Two types of limsup and liminf are at play here:

  1. the liminf and limsup of sequences of real numbers,
  2. the liminf and limsup of sequences of subsets of a given set.

Although these might look different, both are actually based on the same construction, available as soon as one considers an ordered set: the real line with the usual (total) order in case 1. and the set of subsets of a given set with the (partial) inclusion order in case 2. Let me now explain this in more details.

We start with the limsup of a sequence $\mathbf x=(x_n)_{n}$ of real numbers. As you know, the idea is to consider $s_n(\mathbf x)=\sup\limits_{k\geqslant n}x_k$ for every $n$, and then $s(\mathbf x)=\lim\limits_{n\to\infty}s_n(\mathbf x)=\inf\limits_{n}s_n(\mathbf x)$. One can recognize $s(\mathbf x)=\limsup x_n$ as the supremum of the set of real numbers $z$ such that $x_n\geqslant z$ for infinitely many indexes $n$.
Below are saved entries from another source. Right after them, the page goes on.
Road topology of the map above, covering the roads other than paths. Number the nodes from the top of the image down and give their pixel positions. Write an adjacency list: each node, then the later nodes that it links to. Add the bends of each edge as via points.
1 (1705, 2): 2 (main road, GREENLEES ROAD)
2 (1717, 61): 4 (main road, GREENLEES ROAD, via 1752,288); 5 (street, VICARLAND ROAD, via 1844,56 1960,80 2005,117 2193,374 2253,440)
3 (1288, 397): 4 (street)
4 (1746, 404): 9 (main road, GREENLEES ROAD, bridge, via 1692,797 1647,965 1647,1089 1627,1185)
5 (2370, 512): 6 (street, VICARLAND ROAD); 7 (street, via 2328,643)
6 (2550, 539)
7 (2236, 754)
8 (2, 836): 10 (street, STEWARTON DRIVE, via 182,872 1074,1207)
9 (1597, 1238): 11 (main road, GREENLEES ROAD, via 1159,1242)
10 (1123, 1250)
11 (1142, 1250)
Likewise, consider a sequence $\mathbf A=(A_n)_{n}$ of subsets of a given set $\Omega$. Introducing $s_n(\mathbf A)=\sup\limits_{k\geqslant n}A_k$ for every $n$ and $s(\mathbf A)=\lim\limits_{n\to\infty}s_n(\mathbf A)=\inf\limits_{n}s_n(\mathbf A)$ defines uniquely a set $s(\mathbf A)=\limsup A_n$.

The only difference with the case of real valued sequences is that the order relation on the set of the subsets of $\Omega$ being the inclusion, now the supremum of some sets is their union and their infimum is their intersection, instead of the supremum and the infimum in the real line when considering sequences of real numbers. Hence $s_n(\mathbf A)=\bigcup\limits_{k\geqslant n}A_k$ for every $n$ and $s(\mathbf A)=\bigcap\limits_{n}s_n(\mathbf A)$.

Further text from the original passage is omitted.